#### WORK TO COMPLETE
Would you filter the listing below so that only lines with the word "roads" remain?

#### DATA RECORDS
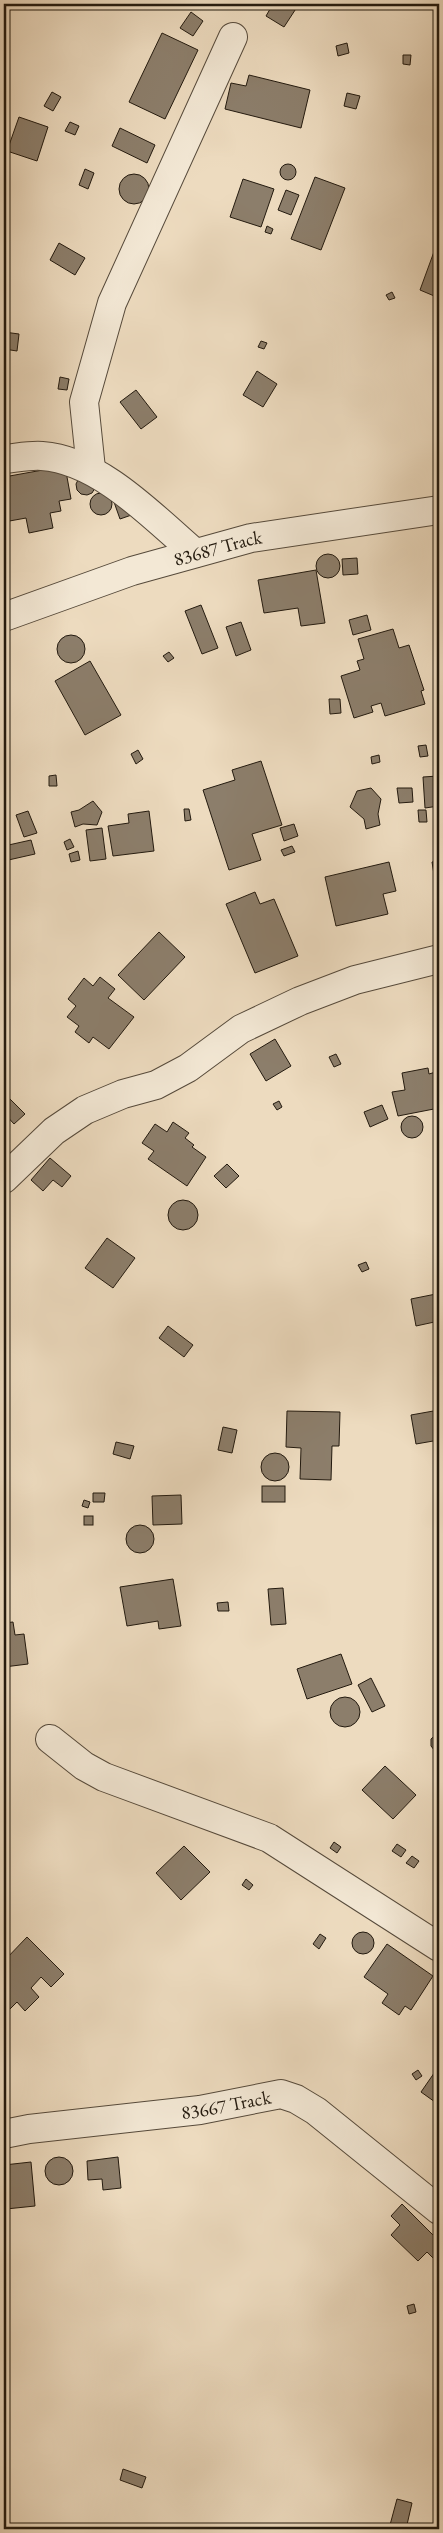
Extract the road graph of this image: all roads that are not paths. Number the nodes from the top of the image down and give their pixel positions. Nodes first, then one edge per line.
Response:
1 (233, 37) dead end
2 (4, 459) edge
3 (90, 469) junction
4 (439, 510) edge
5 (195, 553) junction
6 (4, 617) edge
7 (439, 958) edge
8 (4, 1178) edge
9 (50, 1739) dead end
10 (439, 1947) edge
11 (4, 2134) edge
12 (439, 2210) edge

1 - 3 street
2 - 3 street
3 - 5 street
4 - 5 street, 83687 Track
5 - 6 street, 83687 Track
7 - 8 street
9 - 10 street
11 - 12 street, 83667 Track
* * *
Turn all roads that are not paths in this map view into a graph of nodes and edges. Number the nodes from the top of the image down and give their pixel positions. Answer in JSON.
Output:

#### OUTPUT FOR THIS EXERCISE
Extract the road graph of this image: all roads that are not paths. Number the nodes from the top of the image down and give their pixel positions. Nodes first, then one edge per line.
Turn all roads that are not paths in this map view into a graph of nodes and edges. Number the nodes from the top of the image down and give their pixel positions. Answer in JSON.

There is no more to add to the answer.